Opinion
2014-08786.
12-30-2015
Lynn W.L. Fahey, New York, N.Y. (Jenin Younes of counsel), for appellant. Kenneth P. Thompson, District Attorney, Brooklyn, N.Y. (Leonard Joblove and Morgan J. Dennehy of counsel; Matthis Chiroux on the brief), for respondent.
Lynn W.L. Fahey, New York, N.Y. (Jenin Younes of counsel), for appellant.
Kenneth P. Thompson, District Attorney, Brooklyn, N.Y. (Leonard Joblove and Morgan J. Dennehy of counsel; Matthis Chiroux on the brief), for respondent.
Opinion
Appeal by the defendant from an order of the Supreme Court, Kings County (Brennan, J.), dated September 17, 2014, which, after a hearing, designated him a level two sex offender pursuant to Correction Law article 6–C.
ORDERED that the order is affirmed, without costs or disbursements.
Correction Law § 168–n(3) requires a court making a risk level determination pursuant to the Sex Offender Registration Act (see Correction Law art. 6–C; hereinafter SORA) to “render an order setting forth its determinations and the findings of fact and conclusions of law on which the determinations are based” (Correction Law § 168–n3 ). Here, the Supreme Court did not adequately set forth its findings of fact and conclusions of law in its order.

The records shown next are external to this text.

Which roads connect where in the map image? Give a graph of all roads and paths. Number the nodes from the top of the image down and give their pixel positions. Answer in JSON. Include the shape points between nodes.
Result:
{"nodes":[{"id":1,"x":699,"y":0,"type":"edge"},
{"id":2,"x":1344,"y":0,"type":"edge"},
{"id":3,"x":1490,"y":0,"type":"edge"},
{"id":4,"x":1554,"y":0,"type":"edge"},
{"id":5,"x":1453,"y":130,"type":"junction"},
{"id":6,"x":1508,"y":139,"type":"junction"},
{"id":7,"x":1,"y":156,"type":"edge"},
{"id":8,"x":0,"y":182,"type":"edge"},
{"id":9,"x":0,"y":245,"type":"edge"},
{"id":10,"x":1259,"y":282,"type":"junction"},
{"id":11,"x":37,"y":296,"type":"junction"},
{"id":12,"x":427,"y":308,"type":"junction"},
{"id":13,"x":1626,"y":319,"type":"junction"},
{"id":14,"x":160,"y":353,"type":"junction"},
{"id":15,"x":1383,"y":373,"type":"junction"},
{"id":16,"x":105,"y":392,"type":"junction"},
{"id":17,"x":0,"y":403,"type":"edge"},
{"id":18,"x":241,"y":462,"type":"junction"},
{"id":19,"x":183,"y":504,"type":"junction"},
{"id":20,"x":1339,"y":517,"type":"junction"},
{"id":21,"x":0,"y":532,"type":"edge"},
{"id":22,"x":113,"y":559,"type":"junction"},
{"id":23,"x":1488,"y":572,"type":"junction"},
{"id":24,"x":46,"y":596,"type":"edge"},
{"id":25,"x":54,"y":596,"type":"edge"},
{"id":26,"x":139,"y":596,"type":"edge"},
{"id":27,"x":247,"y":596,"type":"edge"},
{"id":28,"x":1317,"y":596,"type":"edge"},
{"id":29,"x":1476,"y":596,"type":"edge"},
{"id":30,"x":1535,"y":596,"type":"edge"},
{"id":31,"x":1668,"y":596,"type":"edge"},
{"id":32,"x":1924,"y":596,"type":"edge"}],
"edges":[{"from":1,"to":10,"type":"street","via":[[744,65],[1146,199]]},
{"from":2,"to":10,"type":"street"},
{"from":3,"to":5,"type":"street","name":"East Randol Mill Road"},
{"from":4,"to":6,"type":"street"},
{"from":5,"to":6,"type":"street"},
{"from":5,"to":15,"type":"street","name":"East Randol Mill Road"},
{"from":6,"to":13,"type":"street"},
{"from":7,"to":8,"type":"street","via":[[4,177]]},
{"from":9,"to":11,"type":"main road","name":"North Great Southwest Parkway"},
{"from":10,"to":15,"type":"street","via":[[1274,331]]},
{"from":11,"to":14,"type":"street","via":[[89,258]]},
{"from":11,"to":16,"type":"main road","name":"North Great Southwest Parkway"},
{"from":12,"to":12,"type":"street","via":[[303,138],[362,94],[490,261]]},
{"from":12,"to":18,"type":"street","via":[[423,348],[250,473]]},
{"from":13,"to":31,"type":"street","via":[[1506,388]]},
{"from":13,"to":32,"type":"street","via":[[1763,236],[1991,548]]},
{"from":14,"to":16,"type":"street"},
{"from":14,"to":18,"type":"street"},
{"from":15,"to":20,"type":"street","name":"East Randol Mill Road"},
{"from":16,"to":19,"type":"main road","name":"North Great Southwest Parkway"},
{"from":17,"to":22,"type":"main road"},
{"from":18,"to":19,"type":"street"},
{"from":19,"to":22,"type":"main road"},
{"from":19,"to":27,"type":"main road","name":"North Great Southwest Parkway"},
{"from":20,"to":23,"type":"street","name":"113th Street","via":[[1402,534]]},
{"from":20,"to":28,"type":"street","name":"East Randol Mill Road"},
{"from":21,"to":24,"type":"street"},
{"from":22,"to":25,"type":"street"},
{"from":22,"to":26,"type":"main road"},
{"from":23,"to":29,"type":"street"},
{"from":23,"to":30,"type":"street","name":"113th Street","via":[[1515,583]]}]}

However, since the record is sufficient for this Court to make its own findings of fact and conclusions of law, remittal is not required (see People v. Welch, 126 A.D.3d 773, 773, 5 N.Y.S.3d 257; People v. Amaya, 121 A.D.3d 874, 874–875, 994 N.Y.S.2d 193).
In determining a defendant's risk level pursuant to SORA, a downward departure from a sex offender's presumptive risk level generally is warranted only where there exists a mitigating factor of a kind, or to a degree, that is not otherwise adequately taken into account by the SORA Guidelines (see People v. Gillotti, 23 N.Y.3d 841, 861, 994 N.Y.S.2d 1, 18 N.E.3d 701; People v. Watson, 95 A.D.3d 978, 979, 944 N.Y.S.2d 584; Sex Offender Registration Act: Risk Assessment Guidelines and Commentary at 4 2006 ). Under the circumstances of this case, the defendant's age did not warrant a downward departure from his presumptive risk level (see People v. Shelton, 126 A.D.3d 959, 960, 126 A.D.3d 959; People v. McFarland, 120 A.D.3d 1121, 1122, 992 N.Y.S.2d 414; People v. Grubbs, 107 A.D.3d 771, 773, 967 N.Y.S.2d 112; People v. Beyah, 76 A.D.3d 917, 917, 907 N.Y.S.2d 675; People v. Harrison, 74 A.D.3d 688, 688, 902 N.Y.S.2d 821). Moreover, none of the other factors identified by the defendant, either singly, in combination with each other, or in combination with the defendant's age, showed that the presumptive risk level overassessed the risk and danger of reoffense (see People v. Torres, 124 A.D.3d 744, 746, 998 N.Y.S.2d 464; People v. Grubbs, 107 A.D.3d at 773, 967 N.Y.S.2d 112). Accordingly, the Supreme Court properly denied the defendant's request for a downward departure from his presumptive designation as a level two sex offender and designated him a level two sex offender.